Há dores que não se explicam com estatísticas.
E há silêncios que não significam indiferença — apenas pudor.
Tenho adiado este texto.
E não por falta de indignação.
Mas por excesso de respeito.
Pelas crianças.
Pelas palavras.
E por tudo o que, sendo tão grave, não se diz com ligeireza.
Escrever sobre a Palestina — sobre a morte de crianças, sobre a asfixia de um povo, sobre a brutalidade que se tornou paisagem — é como atravessar um campo de ruínas com os pés descalços.
Cada frase pode ferir. Cada omissão pode ser injusta. Cada nome esquecido, uma segunda morte.
Mas não escrever também é um erro.
Porque há um ponto em que o silêncio já não é prudência — é cobardia.
E quando morrem crianças, dia após dia, e os adultos do mundo civilizado hesitam em chamá-las pelo nome — talvez o mais urgente seja isso: dizer os nomes.
Não venho explicar o conflito.

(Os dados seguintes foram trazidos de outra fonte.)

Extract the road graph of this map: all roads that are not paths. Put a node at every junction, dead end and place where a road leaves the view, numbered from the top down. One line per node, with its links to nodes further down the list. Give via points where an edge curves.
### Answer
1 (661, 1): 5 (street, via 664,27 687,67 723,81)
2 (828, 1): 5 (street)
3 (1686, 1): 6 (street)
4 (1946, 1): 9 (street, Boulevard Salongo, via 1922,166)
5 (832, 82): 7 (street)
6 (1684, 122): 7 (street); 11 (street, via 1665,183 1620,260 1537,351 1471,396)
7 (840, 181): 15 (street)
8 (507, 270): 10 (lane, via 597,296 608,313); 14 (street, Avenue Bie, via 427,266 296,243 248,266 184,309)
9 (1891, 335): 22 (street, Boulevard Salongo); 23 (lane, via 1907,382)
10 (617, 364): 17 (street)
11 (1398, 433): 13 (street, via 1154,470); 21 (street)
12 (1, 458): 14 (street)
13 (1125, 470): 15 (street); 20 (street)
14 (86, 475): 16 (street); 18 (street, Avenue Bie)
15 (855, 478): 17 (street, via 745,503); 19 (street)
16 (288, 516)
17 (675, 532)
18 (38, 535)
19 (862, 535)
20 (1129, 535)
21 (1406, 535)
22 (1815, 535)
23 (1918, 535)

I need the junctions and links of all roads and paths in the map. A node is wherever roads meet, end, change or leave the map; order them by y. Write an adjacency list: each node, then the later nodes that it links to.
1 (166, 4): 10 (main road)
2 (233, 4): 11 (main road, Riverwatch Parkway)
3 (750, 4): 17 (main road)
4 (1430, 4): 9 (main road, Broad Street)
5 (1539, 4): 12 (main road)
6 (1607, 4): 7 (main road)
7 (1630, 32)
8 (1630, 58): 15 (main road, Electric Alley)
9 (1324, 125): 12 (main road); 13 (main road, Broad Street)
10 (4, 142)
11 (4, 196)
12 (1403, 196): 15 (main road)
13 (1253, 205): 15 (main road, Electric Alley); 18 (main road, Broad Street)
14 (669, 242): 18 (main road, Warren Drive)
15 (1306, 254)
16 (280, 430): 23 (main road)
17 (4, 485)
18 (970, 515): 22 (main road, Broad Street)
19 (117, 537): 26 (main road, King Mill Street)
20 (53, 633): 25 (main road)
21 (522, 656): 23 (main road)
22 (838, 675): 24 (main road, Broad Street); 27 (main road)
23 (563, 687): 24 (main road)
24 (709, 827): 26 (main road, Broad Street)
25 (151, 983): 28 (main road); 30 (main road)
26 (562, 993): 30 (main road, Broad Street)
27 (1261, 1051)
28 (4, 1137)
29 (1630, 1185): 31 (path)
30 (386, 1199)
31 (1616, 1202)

Não venho escolher trincheiras.
Venho apenas dizer que há meninas e meninos que não aprenderam a andar, mas já aprenderam a temer.
Crianças que não sabem onde é Jerusalém, mas sabem que as paredes tremem antes de um míssil.
Crianças que nasceram sob drones, cresceram sob cercos, e morrem sob escombros.
Não é preciso ser especialista em geopolítica para sentir que algo está errado.
Não é preciso saber os mapas, nem conhecer a história inteira, para ver que a infância não é uma ameaça — e, no entanto, é tratada como tal.
Dizem-nos que é complicado.
Que há terrorismo.
Que há legítima defesa.
Mas desde quando se mede a justiça pela quantidade de mortos civis?
Desde quando se aceita que os danos colaterais sejam jardins infantis?
Fico com medo de quem se apressa a justificar tudo.
Fico com vergonha de quem só se indigna com as mortes certas.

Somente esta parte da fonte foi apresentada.